In the U.S., officials have emphasized to congress and the public that the deal was never intended to lead to a change in Iran's domestic politics or regional relationships; the objective was always only to prevent Iran from acquiring a nuclear weapon. Unfortunately, this framing misses an important opportunity to use the leverage of investment as a tool for human rights promotion.
The theory is simple: if every business that trades with or invests in Iran is required to implement policies to protect human rights, including through its supply chain, foreign investment will not trigger a 'race to the bottom.' Instead, higher standards will ripple through the Iranian economy as respect for human rights becomes a norm in business.

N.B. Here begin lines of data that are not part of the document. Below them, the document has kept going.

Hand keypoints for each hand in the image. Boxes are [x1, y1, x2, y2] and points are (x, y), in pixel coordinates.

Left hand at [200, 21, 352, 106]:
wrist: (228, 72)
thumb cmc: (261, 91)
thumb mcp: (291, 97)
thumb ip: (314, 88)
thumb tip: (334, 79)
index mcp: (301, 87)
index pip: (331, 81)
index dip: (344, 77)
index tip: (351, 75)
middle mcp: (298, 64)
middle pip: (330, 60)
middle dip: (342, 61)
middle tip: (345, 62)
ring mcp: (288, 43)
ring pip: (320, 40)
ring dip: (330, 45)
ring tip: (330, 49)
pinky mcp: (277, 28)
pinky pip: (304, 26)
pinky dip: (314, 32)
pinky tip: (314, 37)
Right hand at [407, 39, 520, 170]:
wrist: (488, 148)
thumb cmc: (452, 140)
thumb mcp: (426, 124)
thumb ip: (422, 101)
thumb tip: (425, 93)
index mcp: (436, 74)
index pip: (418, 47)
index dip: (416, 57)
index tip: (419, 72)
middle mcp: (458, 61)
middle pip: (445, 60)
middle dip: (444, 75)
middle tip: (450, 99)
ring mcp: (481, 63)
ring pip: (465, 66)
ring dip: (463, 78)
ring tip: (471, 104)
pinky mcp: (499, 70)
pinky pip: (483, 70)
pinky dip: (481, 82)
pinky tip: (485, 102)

Ensuring corporate accountability in practice is more difficult, but fortunately the U.S. already has a blueprint from which to build a human rights reporting and monitoring framework for eventual investment in Iran: the "Reporting Requirements on Responsible Investment in Burma."

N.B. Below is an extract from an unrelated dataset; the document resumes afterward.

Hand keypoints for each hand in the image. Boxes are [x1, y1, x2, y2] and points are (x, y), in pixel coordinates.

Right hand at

When the U.S. government decided to permit new investment in Burma, it also required investors to report on their activities to the Department of State. The requirements are twofold: First, any U.S. person undertaking new investment involving the Myanmar Oil and Gas Enterprise (MOGE) has to notify the State Department.
Second, any U.S. person whose aggregate investment in Burma exceeds $500,000 has to report annually to the State Department on "Human Rights, Worker Rights, Anti-Corruption, and Environmental Policies and Procedures," relating to their operations and supply chain in Burma, along with other policies pertaining to responsible investment. Companies must summarize or provide documentation of policies and procedures dealing with due diligence, community and stakeholder engagement, and grievances from employees and local communities. Companies also have to report on their arrangements with private security providers.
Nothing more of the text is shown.